__BRIEF__.
Once the line holding "pinky mcp: (717, 304)" is found in the entries below, transcribe exactly every line up to and including the one holding "index tip: (669, 290)", but leave out the pictures.

Stored data entries:
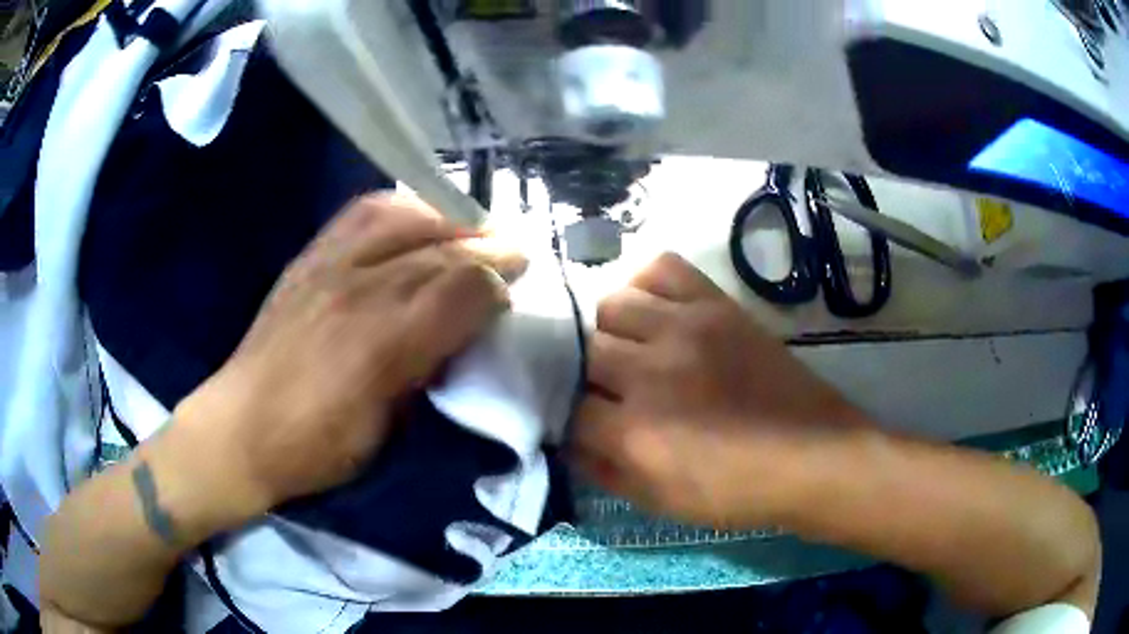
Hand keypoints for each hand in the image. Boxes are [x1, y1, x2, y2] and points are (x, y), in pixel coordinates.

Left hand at [176, 194, 525, 512]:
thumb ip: (427, 372)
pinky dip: (402, 208)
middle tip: (513, 254)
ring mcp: (329, 265)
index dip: (497, 286)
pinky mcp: (309, 257)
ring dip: (449, 218)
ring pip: (406, 215)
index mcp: (382, 346)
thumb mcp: (386, 431)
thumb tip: (459, 334)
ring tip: (471, 230)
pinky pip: (363, 213)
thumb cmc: (316, 446)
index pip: (462, 290)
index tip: (511, 294)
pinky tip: (417, 218)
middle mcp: (359, 290)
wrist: (240, 428)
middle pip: (441, 249)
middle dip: (488, 247)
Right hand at [574, 253, 863, 527]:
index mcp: (634, 432)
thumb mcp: (659, 503)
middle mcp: (650, 371)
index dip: (569, 418)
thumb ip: (601, 471)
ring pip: (611, 304)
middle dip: (585, 375)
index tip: (582, 423)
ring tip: (631, 348)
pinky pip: (663, 268)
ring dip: (610, 329)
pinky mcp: (717, 304)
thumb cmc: (736, 491)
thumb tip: (565, 439)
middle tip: (606, 389)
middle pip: (581, 350)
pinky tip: (655, 311)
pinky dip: (647, 283)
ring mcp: (686, 328)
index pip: (567, 408)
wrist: (812, 456)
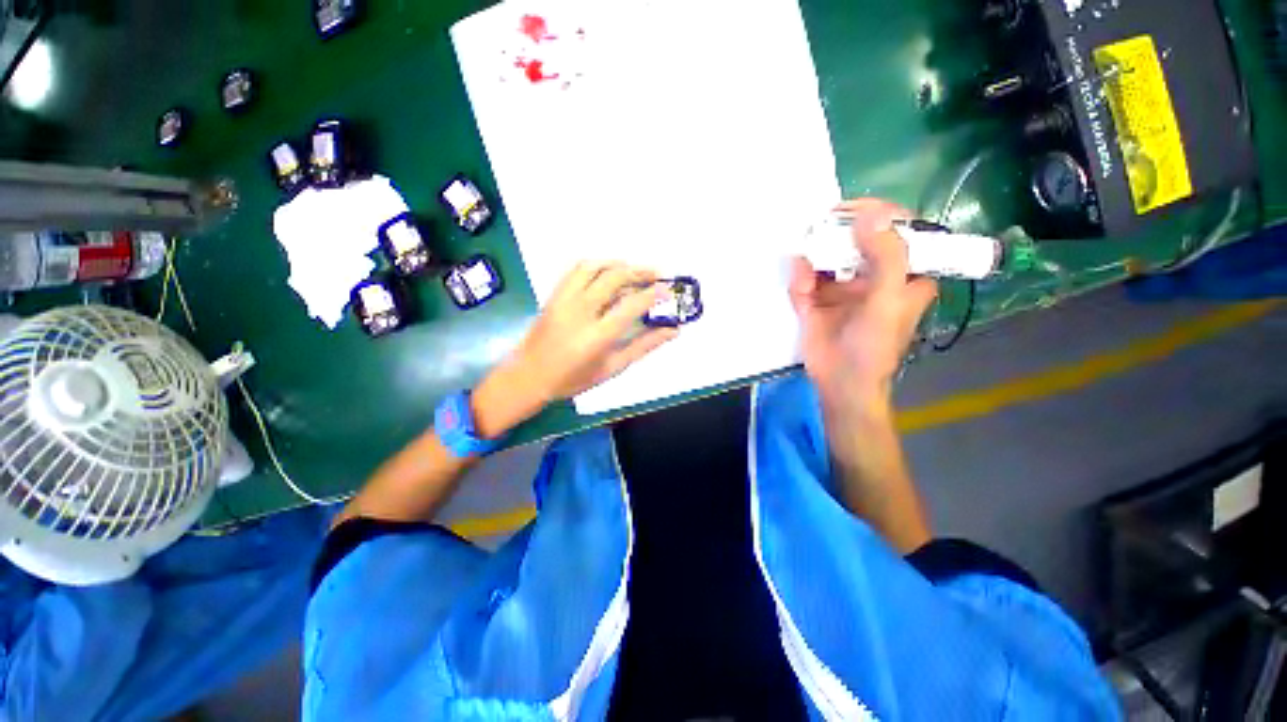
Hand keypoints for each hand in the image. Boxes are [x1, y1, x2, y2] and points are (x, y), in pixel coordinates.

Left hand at [473, 262, 678, 436]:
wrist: (528, 375)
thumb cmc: (573, 378)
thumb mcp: (612, 367)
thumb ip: (643, 346)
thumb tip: (673, 331)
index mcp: (597, 336)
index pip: (632, 306)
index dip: (654, 294)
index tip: (669, 290)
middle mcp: (580, 311)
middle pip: (615, 278)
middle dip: (640, 272)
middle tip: (657, 275)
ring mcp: (564, 299)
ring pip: (595, 267)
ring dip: (619, 264)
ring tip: (635, 271)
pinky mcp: (554, 294)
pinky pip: (577, 269)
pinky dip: (597, 265)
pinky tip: (608, 272)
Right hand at [789, 199, 937, 409]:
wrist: (839, 382)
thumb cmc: (873, 345)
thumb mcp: (887, 299)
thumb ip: (885, 256)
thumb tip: (871, 214)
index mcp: (903, 273)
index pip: (897, 231)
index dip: (878, 215)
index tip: (852, 210)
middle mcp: (872, 275)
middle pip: (856, 240)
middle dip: (836, 234)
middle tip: (819, 228)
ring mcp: (841, 287)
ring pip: (826, 257)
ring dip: (814, 257)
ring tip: (807, 264)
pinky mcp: (815, 300)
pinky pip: (805, 280)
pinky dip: (799, 280)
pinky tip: (800, 286)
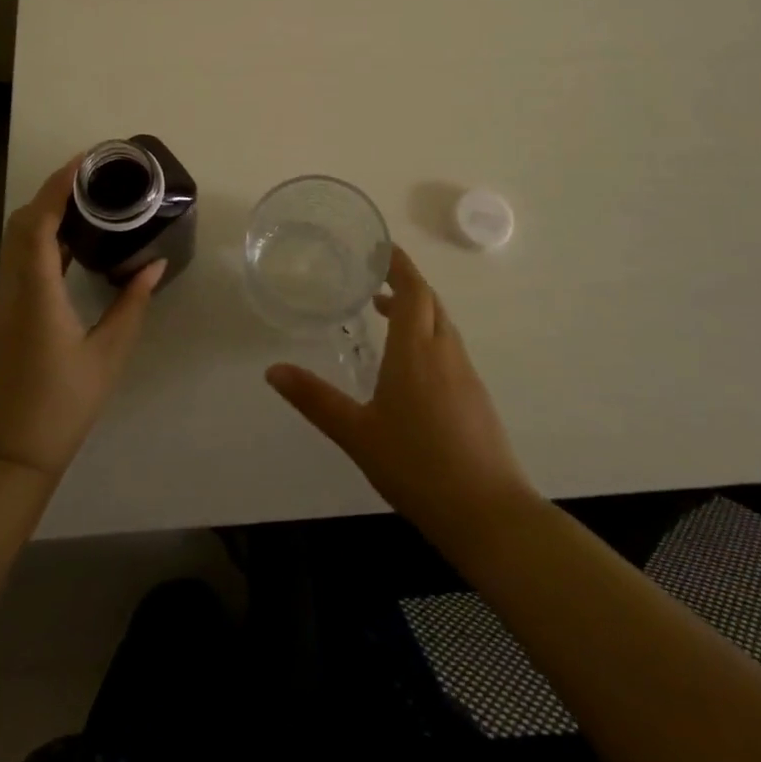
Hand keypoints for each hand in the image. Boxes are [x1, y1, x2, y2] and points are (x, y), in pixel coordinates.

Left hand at [0, 156, 164, 483]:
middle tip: (92, 179)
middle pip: (21, 224)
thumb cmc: (59, 408)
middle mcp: (9, 290)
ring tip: (88, 206)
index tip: (86, 161)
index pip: (37, 221)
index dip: (58, 185)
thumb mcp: (106, 357)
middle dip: (52, 193)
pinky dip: (40, 245)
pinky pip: (18, 266)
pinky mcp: (0, 320)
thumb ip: (130, 306)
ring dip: (45, 218)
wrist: (2, 460)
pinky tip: (70, 251)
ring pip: (15, 244)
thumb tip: (153, 267)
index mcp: (34, 293)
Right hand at [266, 245, 536, 540]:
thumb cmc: (415, 466)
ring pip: (443, 325)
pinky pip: (451, 349)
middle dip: (406, 284)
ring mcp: (466, 375)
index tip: (382, 248)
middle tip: (376, 281)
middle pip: (430, 302)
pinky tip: (413, 368)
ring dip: (418, 310)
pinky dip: (429, 337)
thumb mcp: (356, 433)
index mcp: (415, 351)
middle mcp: (444, 352)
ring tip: (387, 317)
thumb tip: (273, 371)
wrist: (487, 513)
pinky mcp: (477, 398)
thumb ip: (315, 399)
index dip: (399, 265)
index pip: (412, 290)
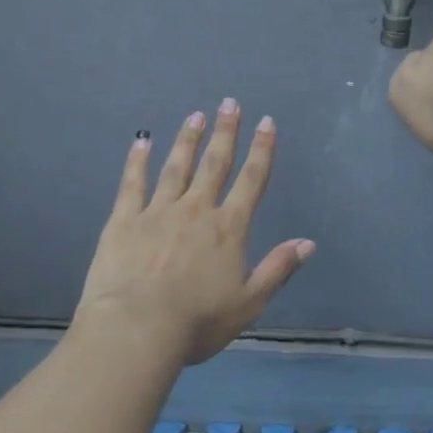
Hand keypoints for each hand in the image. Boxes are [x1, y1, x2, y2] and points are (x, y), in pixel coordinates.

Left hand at [74, 101, 314, 369]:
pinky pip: (133, 183)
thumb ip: (278, 268)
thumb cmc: (197, 321)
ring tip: (195, 116)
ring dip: (188, 140)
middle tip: (229, 103)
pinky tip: (142, 141)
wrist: (136, 329)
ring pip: (177, 167)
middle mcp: (196, 211)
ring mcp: (158, 212)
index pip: (251, 181)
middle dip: (225, 132)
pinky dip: (138, 161)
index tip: (267, 122)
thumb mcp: (249, 302)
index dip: (261, 150)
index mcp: (228, 229)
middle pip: (215, 164)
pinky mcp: (124, 221)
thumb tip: (308, 242)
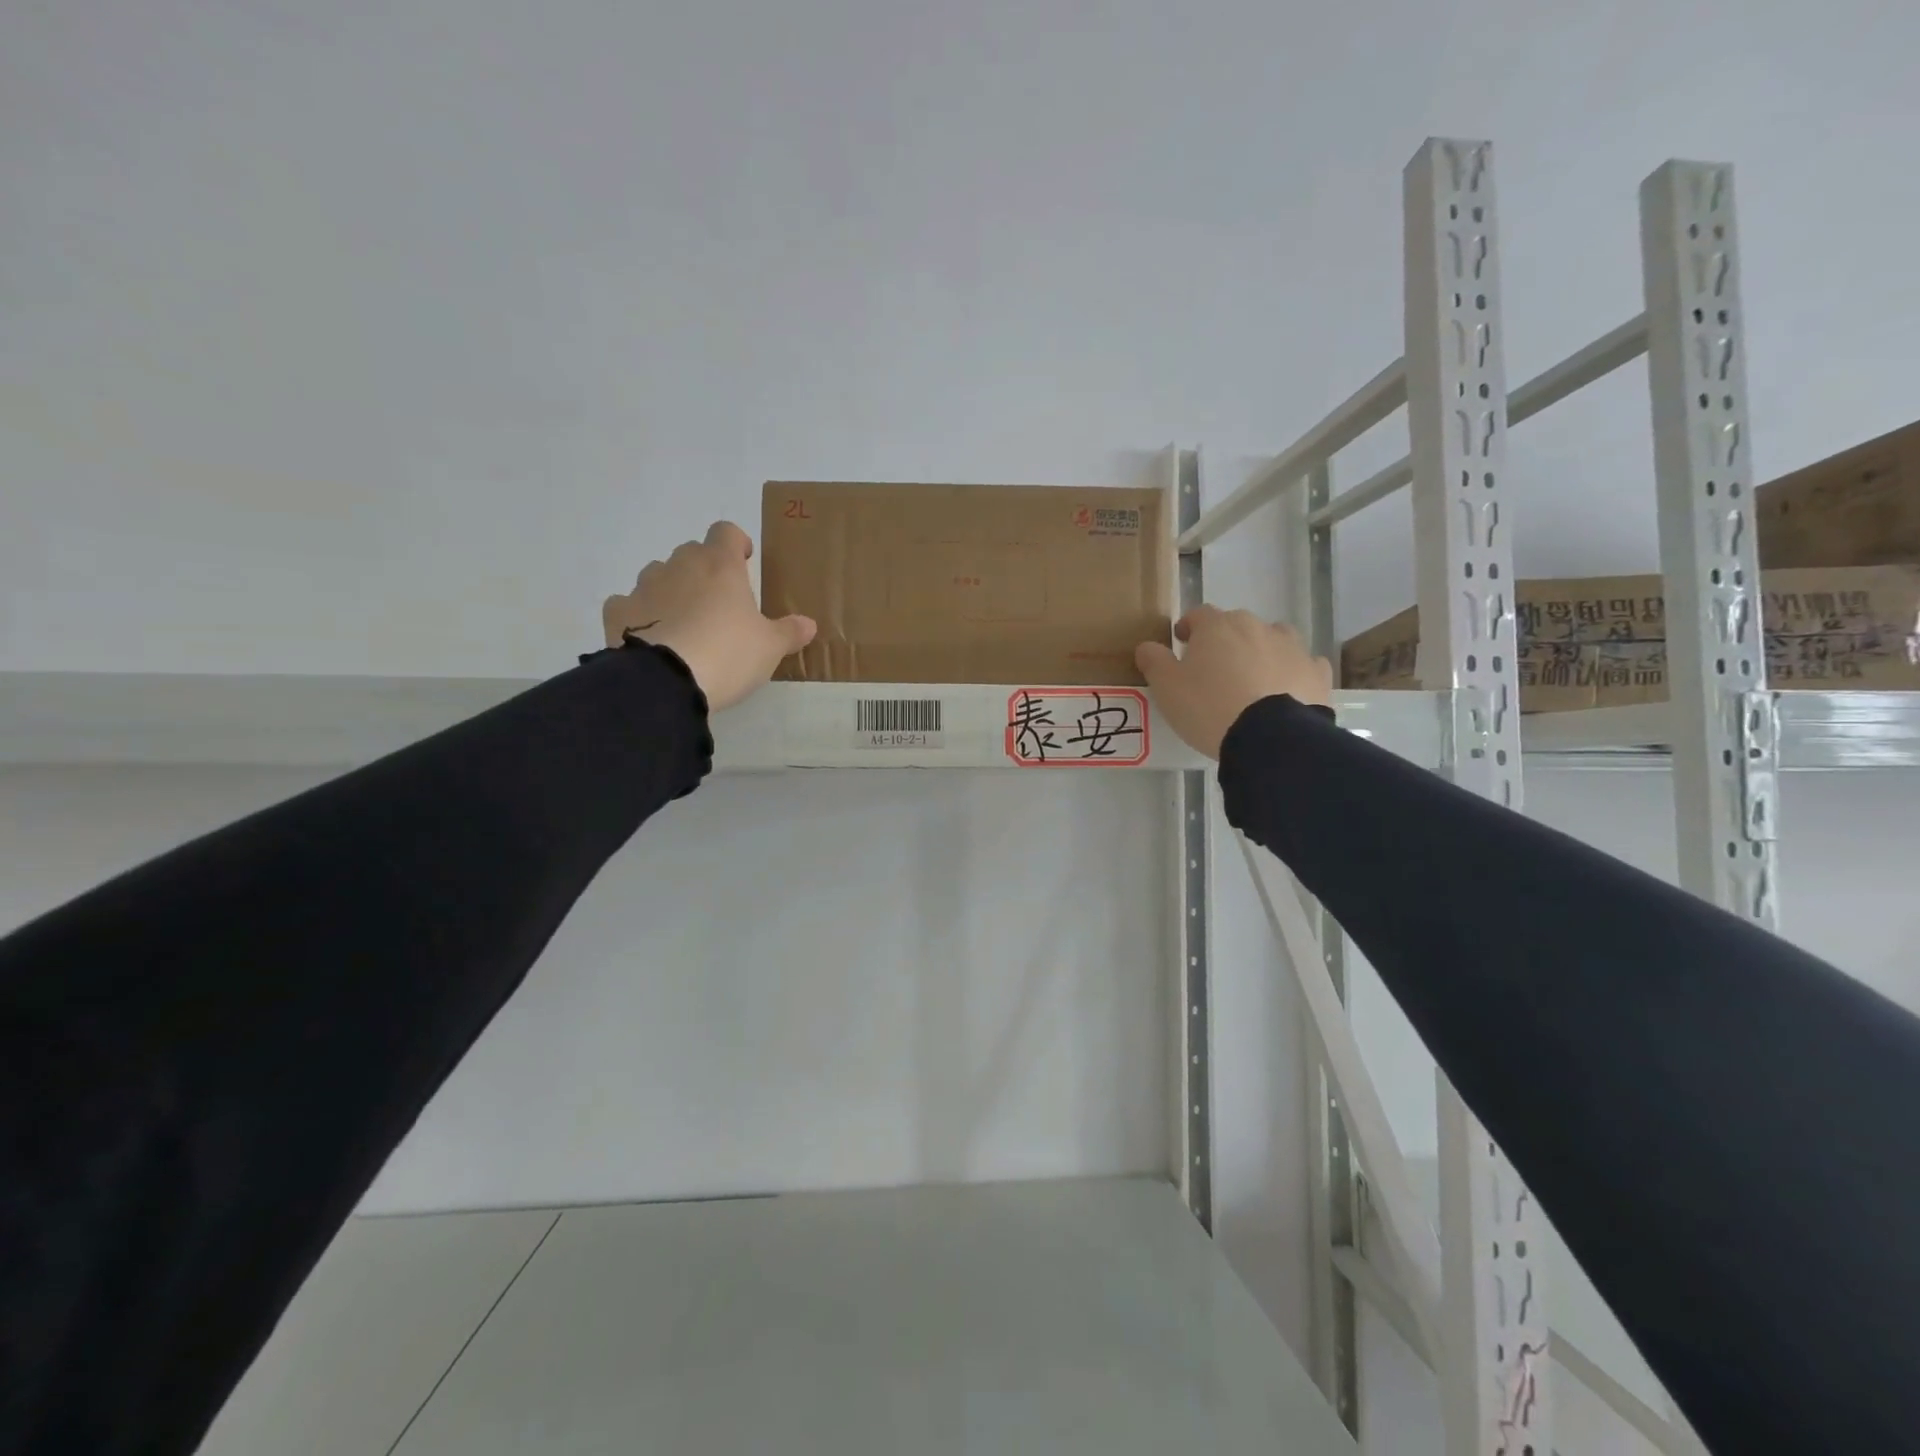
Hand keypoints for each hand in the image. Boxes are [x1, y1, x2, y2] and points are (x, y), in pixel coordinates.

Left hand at [602, 522, 816, 711]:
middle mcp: (679, 566)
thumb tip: (809, 624)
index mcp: (720, 566)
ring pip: (658, 575)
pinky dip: (639, 615)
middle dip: (703, 570)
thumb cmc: (728, 653)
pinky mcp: (617, 612)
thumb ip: (789, 632)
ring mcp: (644, 587)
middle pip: (691, 553)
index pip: (726, 532)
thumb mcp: (770, 648)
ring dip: (671, 590)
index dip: (736, 543)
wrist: (666, 681)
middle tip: (718, 603)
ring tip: (683, 624)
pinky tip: (649, 637)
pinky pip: (629, 604)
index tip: (744, 562)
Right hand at [1135, 606, 1332, 758]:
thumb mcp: (1167, 688)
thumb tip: (1146, 646)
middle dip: (1225, 640)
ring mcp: (1292, 647)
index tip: (1182, 643)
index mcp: (1218, 626)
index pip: (1198, 614)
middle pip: (1237, 625)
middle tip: (1214, 669)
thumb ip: (1154, 662)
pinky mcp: (1317, 672)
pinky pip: (1303, 664)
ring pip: (1274, 638)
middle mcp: (1257, 626)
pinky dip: (1293, 672)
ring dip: (1261, 650)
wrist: (1271, 737)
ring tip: (1252, 679)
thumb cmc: (1209, 707)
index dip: (1188, 627)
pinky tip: (1287, 690)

__TASK RESPONSE__.
pinky mcp: (717, 304)
thumb cmc: (736, 491)
thumb tip: (565, 439)
middle tip: (606, 389)
middle pip: (581, 350)
pinky tip: (655, 311)
pinky dip: (647, 283)
ring mcp: (686, 328)
index pip: (567, 408)
wrist: (812, 456)
Hand keypoints for each hand in the image. Boxes are [x1, y1, x2, y2] and points are (x, y), in pixel coordinates.

Left hand at [473, 262, 678, 436]:
wrist: (528, 375)
thumb cmc: (573, 378)
thumb mcp: (612, 367)
thumb ip: (643, 346)
thumb tip: (673, 331)
index mcp: (597, 336)
index pip: (632, 306)
index dip: (654, 294)
index tip: (669, 290)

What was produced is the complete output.